▶ _Work to be completed_: Print every one of the records verbatim, omitting nothing.

━━━━━ Supplied records ━━━━━

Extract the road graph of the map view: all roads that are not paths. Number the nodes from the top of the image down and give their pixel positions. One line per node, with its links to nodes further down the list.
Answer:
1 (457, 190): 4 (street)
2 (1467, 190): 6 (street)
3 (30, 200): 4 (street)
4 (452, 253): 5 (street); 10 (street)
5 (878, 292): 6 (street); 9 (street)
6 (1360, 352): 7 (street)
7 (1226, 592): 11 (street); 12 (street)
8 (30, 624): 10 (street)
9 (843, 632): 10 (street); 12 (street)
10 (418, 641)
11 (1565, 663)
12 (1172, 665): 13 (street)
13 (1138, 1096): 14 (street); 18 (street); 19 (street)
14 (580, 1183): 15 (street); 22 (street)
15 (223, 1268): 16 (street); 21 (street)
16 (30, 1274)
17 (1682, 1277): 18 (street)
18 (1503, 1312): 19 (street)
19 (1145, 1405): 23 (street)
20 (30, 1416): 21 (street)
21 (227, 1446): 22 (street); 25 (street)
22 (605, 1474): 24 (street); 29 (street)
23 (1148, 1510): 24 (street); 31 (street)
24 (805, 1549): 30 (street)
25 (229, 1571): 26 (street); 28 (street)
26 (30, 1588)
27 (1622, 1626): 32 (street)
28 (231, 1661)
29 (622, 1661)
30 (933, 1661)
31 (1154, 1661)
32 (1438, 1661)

━━━━━

▶ _Output of the task_:
Extract the road graph of the map view: all roads that are not paths. Number the nodes from the top of the image down and give their pixel positions. One line per node, with its links to nodes further down the list.
Answer:
1 (457, 190): 4 (street)
2 (1467, 190): 6 (street)
3 (30, 200): 4 (street)
4 (452, 253): 5 (street); 10 (street)
5 (878, 292): 6 (street); 9 (street)
6 (1360, 352): 7 (street)
7 (1226, 592): 11 (street); 12 (street)
8 (30, 624): 10 (street)
9 (843, 632): 10 (street); 12 (street)
10 (418, 641)
11 (1565, 663)
12 (1172, 665): 13 (street)
13 (1138, 1096): 14 (street); 18 (street); 19 (street)
14 (580, 1183): 15 (street); 22 (street)
15 (223, 1268): 16 (street); 21 (street)
16 (30, 1274)
17 (1682, 1277): 18 (street)
18 (1503, 1312): 19 (street)
19 (1145, 1405): 23 (street)
20 (30, 1416): 21 (street)
21 (227, 1446): 22 (street); 25 (street)
22 (605, 1474): 24 (street); 29 (street)
23 (1148, 1510): 24 (street); 31 (street)
24 (805, 1549): 30 (street)
25 (229, 1571): 26 (street); 28 (street)
26 (30, 1588)
27 (1622, 1626): 32 (street)
28 (231, 1661)
29 (622, 1661)
30 (933, 1661)
31 (1154, 1661)
32 (1438, 1661)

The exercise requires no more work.